“It’s all a little Stepford Wives; not informative, fun, enjoyable or even aspirational”

With Love, Meghan: Holiday Celebration

With Love, Meghan: Holiday Celebration, Netflix

“One is reminded almost immediately of the scene in Love Actually in which Alan Rickman is forced to endure Rowan Atkinson, as a shop assistant, adorning a Christmas gift for his bit on the side with every ribbon, aromatic and decorative plant imaginable. That’s how watching the ‘Holiday Special’ of ‘With Love, Meghan’ feels, except it goes on for 56 minutes and you are not having an exciting extramarital affair.”
Emily Bootle, The i

“It’s not a real special by any stretch; it’s more like the kind of YouTube content or radio programme that you might put on in the background as you do your tree or wrap your presents. White noise to dull the senses. It’s all a little Stepford Wives; not informative, fun, enjoyable or even aspirational. Because the people watching this, including me, will never have a Christmas like this.”
Hannah Ewens, The Independent

“Tennis player Naomi Osaka has never met Meghan before and, judging by her expression, won’t be meeting her again soon if she can help it. Their encounter is the most awkward section of an hour-long With Love, Meghan: Holiday Celebration in which Meghan, as ever, tries way too hard. The programme is quite mad and a little bit sad.”
Anita Singh, The Telegraph

“I would advise any viewers who are British, not in the acting profession and/or not married to the Duchess of Sussex to take as many anti-emetics as medically advisable, then assume the crash position.”
Lucy Mangan, The Guardian

The Sycamore Gap Mystery, Channel 4

“The pieces of the jigsaw of evidence that needed to be pieced together for the CPS — Graham’s Range Rover caught on camera, phone messages, boasts about their operation — could perhaps have been told in 20 minutes rather than over two parts.
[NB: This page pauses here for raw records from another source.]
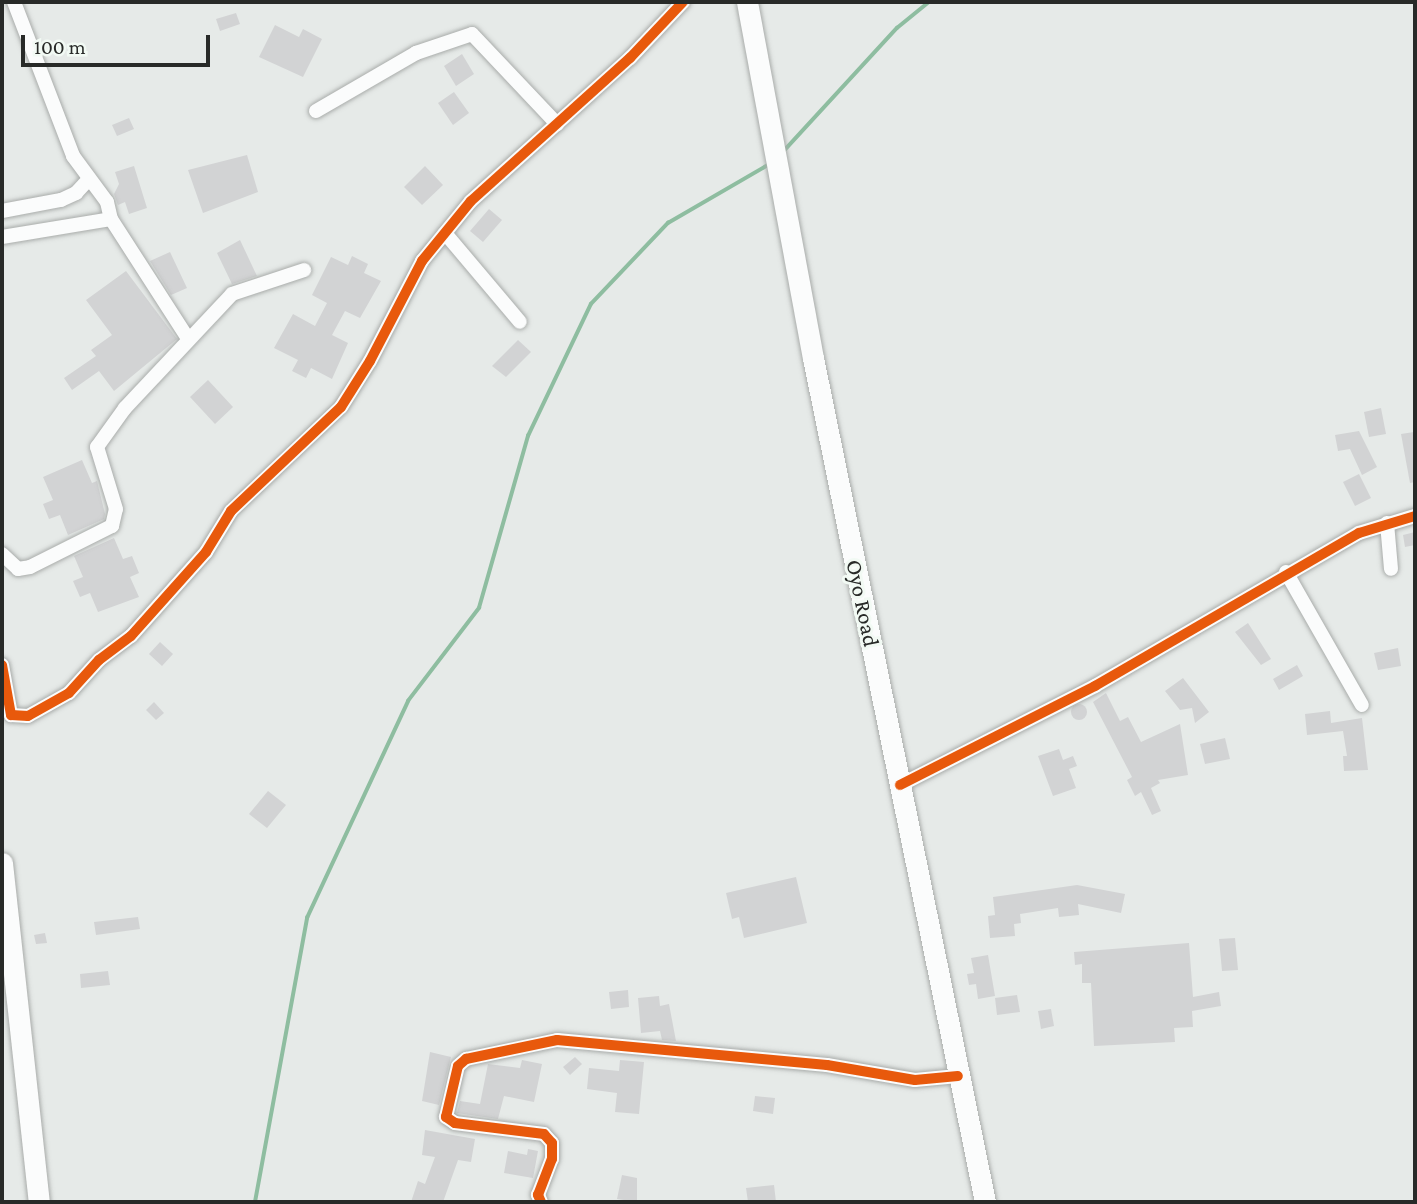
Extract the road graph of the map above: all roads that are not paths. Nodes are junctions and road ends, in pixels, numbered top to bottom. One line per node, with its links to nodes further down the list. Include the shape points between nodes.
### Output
1 (14, 2): 6 (street, via 59,125)
2 (683, 2): 5 (street)
3 (747, 2): 21 (highway, Oyo Road)
4 (316, 111): 5 (street, via 416,53 472,34)
5 (557, 124): 9 (street, via 471,201)
6 (88, 180): 7 (street, via 61,200); 8 (street, via 107,202)
7 (2, 211)
8 (111, 219): 10 (street); 13 (street)
9 (444, 233): 12 (street); 19 (street, via 422,261 370,362 341,407 231,511 206,552 131,636 99,660 69,693 28,716 11,715)
10 (2, 237)
11 (304, 270): 13 (street, via 232,294)
12 (520, 322)
13 (187, 337): 16 (street, via 97,447 116,509 112,526 30,567 18,569)
14 (1415, 516): 15 (street)
15 (1387, 523): 17 (street); 18 (street)
16 (2, 554)
17 (1391, 569)
18 (1286, 572): 20 (street); 21 (street, via 1095,686)
19 (2, 666)
20 (1362, 705)
21 (900, 785): 23 (highway, Oyo Road)
22 (2, 863): 24 (highway)
23 (958, 1076): 25 (street, via 915,1080 827,1065 557,1040 466,1059 458,1066 446,1116 455,1123 544,1135 552,1143 552,1151 538,1195); 26 (highway, Oyo Road)
24 (39, 1202)
25 (541, 1202)
26 (984, 1202)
Yet the unveiling of each successive detail was absorbing, and there was a certain gleeful fascination in getting to see the footage of the men each being cornered during police interviews, their denials becoming increasingly desperate.”
James Jackson, The Times

“The police procedural elements are constructed with great skill. There is also a real sense of place, with drone footage of the landscape and interviews with people from the local community in Haltwhistle combining to paint a colourful picture of life in this corner of England.”
Anita Singh, The Telegraph

“This was a police investigation that had it all — a shocking crime, public outcry, dogged detectives, false leads, bodycam drama, tense interrogations… everything except blood.”
Christopher Stevens, Daily Mail

“The wildly inflated sense of the film’s own importance is demonstrated by the fact that its original title was The Slaying at Sycamore Gap. The slaying. The slaying. Just before broadcast it was renamed The Sycamore Gap Mystery, but it is the original that better suits the risibly sombre tone of the programme and the gathering bathos as the 90 minutes – 90 minutes! – progress.”
Lucy Mangan, The Guardian

The Abandons, Netflix

“Like most westerns, The Abandons drives you to distraction because it takes itself so very, very seriously. Perhaps when the US gets a bit older it will be able to laugh at itself a bit more, or at least let a bit more light and shade into the retellings of its origin story. But at the moment, the result is too often too heavy to take proper flight.”
Lucy Mangan, The Guardian

“Gillian Anderson is the television equivalent of a national treasure – and arrives on The Abandons fresh from rave reviews for her turn as an alcoholic mother in the acclaimed Troubles drama, The Trespasses. Lean Headey, by contrast, has been criminally underutilised since Game of Thrones – from which she was one of the few to emerge with dignity intact after its appalling final season. She deserves a showcase worthy of her fire-and-brimstone screen presence. But this woebegone western misses the target and instead shoots itself in the foot.”
Ed Power, The Telegraph

“As is the way these days, The Abandons is not about lone gunslingers or showdowns at high noon, although it keeps enough familiar motifs to satisfy the western itch: an unruly saloon bar, cattle, earthy language. Like Yellowstone it puts the emphasis on family and the protection of land, except that Angel Ridge is also a place where resilient women show their antiheroism.”